The ‘story-told’ scientific paper is a constrictive mapping between figures and text. Figures produced by masters of scientific storytelling are so tightly controlled to match the narrative that the reader is left with little to ponder or interpret. Critical reading of such papers becomes a detective’s game, in which one reads between the lines for clues of data relegated to a supplement for their deviance from ‘the story’.

Dissecting the structure of scientific papers, Bruno Latour explains the utility of the storytelling approach in giving readers the sense that they are evaluating the data along with the authors while simultaneously persuading them of the story. The storytelling way to achieve this is “to lay out the text so that wherever the reader is there is only one way to go”2—or as Krzywinski and Cairo put it, “Inviting readers to draw their own conclusions is risky”1. Authors prevent this by “carefully stacking more black boxes, less easily disputable arguments”2. This is consistent with the visualization advice that Krzywinski and Cairo give: the narrower and more processed the display of the data is to fit the story, the more black boxes are stacked, making it harder for the reader to access data raw enough to support alternative models or ‘stories’.
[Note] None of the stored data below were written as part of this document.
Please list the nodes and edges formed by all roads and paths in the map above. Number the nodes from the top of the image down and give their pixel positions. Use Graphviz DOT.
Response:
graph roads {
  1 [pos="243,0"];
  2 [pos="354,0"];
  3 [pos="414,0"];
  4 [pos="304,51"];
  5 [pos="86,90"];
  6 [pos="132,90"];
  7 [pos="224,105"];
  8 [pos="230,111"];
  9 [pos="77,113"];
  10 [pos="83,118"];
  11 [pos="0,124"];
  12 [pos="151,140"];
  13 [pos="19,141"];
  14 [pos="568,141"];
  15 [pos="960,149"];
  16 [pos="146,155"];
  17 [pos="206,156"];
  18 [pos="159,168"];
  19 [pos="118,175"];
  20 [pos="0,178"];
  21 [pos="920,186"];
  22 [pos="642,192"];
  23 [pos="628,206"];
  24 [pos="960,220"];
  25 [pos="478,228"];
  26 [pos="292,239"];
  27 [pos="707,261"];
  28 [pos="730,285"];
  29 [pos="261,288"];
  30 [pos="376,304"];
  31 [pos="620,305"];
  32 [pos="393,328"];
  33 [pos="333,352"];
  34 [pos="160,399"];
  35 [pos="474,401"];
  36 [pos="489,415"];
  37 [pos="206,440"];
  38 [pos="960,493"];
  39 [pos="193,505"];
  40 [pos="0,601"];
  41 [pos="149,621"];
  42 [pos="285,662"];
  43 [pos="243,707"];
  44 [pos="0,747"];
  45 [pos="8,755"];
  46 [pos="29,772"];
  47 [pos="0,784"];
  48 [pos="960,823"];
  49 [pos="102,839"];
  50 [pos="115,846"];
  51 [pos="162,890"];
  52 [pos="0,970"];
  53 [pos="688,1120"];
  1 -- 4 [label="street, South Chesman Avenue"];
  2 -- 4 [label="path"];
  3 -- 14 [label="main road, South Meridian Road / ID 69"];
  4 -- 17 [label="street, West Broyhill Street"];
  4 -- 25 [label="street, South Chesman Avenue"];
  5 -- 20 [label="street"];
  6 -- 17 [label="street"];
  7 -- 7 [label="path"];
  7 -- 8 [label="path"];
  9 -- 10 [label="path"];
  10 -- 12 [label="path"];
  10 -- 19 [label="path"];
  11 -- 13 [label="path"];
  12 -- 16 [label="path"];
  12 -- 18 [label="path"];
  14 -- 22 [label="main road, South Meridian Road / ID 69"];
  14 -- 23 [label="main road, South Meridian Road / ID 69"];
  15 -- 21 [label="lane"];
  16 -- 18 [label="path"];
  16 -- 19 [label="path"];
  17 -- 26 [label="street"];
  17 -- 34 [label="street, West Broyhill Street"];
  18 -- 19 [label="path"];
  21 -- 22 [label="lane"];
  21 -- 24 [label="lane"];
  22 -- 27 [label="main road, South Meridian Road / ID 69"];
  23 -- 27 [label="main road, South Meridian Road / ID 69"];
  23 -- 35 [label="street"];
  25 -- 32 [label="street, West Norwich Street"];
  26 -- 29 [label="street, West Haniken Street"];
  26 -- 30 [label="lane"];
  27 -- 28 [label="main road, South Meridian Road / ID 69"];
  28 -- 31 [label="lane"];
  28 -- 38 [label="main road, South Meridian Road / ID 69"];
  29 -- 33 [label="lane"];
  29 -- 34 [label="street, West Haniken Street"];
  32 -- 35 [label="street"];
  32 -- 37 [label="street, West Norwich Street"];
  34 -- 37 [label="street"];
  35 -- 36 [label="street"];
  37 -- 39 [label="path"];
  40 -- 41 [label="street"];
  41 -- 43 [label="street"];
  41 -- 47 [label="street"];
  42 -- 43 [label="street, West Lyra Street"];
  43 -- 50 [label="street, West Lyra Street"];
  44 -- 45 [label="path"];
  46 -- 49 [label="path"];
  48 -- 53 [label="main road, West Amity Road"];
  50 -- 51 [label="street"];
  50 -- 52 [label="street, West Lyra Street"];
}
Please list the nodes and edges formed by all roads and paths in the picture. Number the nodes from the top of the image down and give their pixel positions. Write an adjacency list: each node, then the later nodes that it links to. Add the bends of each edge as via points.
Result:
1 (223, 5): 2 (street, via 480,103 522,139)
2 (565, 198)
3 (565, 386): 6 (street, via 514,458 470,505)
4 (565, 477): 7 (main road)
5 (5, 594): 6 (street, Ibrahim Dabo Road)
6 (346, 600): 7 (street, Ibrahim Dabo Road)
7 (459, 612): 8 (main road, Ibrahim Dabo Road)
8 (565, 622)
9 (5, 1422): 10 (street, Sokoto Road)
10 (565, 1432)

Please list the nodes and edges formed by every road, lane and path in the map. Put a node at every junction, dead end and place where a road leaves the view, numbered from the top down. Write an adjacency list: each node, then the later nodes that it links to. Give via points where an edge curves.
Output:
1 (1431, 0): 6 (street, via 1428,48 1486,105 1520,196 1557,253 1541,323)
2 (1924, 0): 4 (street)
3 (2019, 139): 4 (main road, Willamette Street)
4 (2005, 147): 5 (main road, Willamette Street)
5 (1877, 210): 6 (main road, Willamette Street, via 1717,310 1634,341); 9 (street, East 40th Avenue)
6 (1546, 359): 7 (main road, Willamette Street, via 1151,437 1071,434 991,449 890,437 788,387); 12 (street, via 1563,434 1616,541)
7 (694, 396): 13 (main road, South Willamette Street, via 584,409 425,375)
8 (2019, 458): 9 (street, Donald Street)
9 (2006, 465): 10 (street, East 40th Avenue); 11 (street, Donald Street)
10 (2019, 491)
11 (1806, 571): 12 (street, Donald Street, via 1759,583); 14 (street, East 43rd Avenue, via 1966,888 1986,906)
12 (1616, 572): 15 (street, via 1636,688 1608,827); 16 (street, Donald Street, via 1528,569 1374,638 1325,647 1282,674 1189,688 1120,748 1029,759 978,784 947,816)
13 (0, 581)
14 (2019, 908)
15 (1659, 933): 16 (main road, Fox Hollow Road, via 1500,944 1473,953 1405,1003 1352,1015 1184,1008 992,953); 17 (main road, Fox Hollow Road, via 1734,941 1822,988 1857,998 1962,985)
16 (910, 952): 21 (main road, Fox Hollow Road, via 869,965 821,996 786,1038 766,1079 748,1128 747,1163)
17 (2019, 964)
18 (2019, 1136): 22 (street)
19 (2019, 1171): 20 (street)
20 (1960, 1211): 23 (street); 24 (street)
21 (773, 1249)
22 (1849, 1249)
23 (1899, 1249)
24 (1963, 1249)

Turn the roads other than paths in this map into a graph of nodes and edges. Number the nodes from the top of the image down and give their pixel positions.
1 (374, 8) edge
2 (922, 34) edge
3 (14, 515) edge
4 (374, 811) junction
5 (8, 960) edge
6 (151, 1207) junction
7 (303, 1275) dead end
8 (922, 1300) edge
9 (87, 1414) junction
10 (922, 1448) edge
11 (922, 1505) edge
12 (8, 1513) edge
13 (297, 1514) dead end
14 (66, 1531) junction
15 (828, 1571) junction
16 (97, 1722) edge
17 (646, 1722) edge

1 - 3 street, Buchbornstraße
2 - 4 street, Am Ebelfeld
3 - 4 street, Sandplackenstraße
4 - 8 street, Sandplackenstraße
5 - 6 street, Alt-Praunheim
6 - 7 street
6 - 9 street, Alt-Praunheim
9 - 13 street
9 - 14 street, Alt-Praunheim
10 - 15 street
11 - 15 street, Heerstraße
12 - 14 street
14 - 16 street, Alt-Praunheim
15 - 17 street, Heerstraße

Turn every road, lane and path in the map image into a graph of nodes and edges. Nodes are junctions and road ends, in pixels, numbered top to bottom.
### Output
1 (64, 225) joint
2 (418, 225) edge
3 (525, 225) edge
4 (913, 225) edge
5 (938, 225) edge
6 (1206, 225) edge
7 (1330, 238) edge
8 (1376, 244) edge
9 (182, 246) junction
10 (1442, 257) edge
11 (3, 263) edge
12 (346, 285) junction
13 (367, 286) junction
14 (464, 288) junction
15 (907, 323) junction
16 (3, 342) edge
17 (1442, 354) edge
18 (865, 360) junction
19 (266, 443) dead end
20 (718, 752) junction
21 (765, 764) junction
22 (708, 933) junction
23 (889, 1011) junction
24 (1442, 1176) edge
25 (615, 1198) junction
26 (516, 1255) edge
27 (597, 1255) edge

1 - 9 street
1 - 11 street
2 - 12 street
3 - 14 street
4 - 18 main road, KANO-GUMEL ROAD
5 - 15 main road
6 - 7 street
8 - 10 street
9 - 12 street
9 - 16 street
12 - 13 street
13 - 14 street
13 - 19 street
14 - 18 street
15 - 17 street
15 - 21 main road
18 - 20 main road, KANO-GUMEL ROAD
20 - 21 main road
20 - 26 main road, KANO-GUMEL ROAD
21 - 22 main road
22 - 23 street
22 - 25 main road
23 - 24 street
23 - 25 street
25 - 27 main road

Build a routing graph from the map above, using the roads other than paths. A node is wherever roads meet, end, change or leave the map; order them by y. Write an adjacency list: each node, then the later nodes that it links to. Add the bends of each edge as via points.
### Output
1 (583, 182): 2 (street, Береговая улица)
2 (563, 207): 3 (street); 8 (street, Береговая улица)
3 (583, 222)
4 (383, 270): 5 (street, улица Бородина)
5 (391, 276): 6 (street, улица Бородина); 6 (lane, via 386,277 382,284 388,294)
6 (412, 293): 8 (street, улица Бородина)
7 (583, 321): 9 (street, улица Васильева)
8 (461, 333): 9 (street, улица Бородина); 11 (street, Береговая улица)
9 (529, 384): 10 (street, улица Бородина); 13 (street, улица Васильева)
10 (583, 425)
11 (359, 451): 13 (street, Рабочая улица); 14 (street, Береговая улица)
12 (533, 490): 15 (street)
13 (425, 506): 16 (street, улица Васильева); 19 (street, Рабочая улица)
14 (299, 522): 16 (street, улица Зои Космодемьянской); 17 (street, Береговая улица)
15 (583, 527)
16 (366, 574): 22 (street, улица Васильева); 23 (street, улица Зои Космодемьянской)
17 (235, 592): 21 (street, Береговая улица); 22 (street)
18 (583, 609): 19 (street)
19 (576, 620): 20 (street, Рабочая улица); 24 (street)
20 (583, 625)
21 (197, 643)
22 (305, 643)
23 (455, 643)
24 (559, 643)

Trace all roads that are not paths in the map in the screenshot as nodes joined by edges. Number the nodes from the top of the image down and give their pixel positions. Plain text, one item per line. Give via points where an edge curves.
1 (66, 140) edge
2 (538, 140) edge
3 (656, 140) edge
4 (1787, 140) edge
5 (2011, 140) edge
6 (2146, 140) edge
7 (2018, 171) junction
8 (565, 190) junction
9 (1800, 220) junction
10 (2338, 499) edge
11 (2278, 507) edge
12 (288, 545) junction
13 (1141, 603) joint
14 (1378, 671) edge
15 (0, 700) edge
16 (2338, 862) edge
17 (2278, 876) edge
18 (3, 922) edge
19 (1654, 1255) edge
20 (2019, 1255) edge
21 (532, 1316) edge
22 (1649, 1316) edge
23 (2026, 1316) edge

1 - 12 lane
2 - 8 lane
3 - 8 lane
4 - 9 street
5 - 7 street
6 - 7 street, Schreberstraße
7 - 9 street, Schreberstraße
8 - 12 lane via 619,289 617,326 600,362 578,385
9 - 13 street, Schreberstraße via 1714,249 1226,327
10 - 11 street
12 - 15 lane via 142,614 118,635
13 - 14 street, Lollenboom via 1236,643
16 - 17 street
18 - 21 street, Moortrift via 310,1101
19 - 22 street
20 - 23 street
Readers and authors know that complex experiments afford multiple interpretations, and so such deviances from the singular narrative must be present somewhere. It would be better for both authors and readers if these could be discussed openly rather than obfuscated. For those who plan to follow up on the results, these discrepancies are often the most important. Storytelling therefore impedes communication of critical information by restricting the scope of the data to that agreeable with the story.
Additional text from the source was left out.